*STUDY MATERIAL*.
——

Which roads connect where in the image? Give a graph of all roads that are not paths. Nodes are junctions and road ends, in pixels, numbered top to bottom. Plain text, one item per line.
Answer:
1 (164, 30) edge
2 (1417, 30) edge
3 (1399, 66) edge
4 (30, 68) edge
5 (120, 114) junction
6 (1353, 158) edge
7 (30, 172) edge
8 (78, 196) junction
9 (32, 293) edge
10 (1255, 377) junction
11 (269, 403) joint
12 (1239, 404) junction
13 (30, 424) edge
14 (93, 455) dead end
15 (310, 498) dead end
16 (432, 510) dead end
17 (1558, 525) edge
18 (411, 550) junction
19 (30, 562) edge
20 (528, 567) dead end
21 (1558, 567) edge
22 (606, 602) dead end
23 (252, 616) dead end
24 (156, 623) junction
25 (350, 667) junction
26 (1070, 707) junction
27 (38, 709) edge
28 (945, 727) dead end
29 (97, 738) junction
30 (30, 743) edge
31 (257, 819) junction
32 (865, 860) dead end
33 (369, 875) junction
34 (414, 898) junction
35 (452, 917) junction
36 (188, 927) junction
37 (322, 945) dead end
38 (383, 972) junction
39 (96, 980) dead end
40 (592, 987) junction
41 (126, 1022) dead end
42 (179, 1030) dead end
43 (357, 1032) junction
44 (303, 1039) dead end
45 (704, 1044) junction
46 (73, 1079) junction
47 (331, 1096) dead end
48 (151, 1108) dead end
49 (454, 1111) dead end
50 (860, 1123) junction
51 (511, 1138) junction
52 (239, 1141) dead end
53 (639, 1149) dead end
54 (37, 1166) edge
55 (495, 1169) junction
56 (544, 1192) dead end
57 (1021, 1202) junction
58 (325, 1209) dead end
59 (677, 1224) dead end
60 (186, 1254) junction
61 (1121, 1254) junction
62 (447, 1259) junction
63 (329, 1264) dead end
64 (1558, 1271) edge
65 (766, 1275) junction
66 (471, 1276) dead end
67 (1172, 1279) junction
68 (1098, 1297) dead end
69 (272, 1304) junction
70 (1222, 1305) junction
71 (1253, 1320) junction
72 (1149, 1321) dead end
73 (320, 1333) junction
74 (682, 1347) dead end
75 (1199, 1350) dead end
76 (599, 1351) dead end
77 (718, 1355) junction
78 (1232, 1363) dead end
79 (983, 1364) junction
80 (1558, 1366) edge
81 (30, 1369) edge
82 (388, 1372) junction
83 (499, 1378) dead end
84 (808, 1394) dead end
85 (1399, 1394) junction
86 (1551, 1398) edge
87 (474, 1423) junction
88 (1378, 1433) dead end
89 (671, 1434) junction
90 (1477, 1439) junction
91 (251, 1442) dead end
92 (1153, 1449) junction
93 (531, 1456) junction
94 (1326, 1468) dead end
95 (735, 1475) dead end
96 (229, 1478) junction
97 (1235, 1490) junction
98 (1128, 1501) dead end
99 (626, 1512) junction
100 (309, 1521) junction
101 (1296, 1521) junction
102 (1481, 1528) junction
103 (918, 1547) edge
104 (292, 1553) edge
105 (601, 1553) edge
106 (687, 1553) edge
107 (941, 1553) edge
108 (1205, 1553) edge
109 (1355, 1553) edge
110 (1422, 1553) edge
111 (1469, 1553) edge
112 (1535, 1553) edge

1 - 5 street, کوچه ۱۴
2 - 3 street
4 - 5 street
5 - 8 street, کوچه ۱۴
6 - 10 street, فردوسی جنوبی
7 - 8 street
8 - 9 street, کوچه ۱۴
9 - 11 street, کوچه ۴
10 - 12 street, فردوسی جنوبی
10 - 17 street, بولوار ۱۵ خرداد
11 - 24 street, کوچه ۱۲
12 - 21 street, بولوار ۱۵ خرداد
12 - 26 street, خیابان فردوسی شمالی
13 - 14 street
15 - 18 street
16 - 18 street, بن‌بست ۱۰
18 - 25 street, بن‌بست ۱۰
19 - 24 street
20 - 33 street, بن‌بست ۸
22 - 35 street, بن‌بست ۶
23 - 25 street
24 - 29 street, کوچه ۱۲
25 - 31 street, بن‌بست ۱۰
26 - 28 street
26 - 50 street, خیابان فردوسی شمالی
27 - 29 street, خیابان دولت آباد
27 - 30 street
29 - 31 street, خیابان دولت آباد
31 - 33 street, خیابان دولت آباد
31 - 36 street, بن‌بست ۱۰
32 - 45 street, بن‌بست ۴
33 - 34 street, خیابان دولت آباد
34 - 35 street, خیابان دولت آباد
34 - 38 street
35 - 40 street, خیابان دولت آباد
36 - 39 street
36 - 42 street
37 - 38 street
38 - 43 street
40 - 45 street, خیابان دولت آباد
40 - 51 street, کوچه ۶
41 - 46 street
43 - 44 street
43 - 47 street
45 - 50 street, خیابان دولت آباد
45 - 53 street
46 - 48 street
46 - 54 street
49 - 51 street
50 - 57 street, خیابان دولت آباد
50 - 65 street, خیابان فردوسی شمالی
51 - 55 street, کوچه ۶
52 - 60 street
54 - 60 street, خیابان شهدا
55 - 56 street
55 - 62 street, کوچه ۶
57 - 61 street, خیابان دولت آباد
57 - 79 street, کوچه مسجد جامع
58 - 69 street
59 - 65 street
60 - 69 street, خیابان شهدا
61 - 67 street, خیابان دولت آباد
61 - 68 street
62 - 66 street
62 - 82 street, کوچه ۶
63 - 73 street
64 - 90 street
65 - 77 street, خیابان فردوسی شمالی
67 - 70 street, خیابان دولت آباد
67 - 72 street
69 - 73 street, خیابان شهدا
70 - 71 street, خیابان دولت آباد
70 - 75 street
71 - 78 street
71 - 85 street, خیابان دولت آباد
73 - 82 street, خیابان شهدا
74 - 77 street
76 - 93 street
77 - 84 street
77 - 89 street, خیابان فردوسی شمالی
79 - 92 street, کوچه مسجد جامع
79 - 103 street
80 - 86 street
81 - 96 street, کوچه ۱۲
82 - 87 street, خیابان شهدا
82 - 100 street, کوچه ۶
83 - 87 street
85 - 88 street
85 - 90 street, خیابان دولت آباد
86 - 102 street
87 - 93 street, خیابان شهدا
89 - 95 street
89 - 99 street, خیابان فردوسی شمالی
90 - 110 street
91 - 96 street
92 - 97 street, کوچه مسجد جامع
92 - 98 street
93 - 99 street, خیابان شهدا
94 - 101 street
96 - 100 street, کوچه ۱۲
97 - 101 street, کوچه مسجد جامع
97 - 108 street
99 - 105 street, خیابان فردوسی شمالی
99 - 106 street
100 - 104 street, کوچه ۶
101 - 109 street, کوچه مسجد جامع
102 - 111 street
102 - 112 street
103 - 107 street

——

Filter the entries above down to the lines containing the word "فردوسی".

6 - 10 street, فردوسی جنوبی
10 - 12 street, فردوسی جنوبی
12 - 26 street, خیابان فردوسی شمالی
26 - 50 street, خیابان فردوسی شمالی
50 - 65 street, خیابان فردوسی شمالی
65 - 77 street, خیابان فردوسی شمالی
77 - 89 street, خیابان فردوسی شمالی
89 - 99 street, خیابان فردوسی شمالی
99 - 105 street, خیابان فردوسی شمالی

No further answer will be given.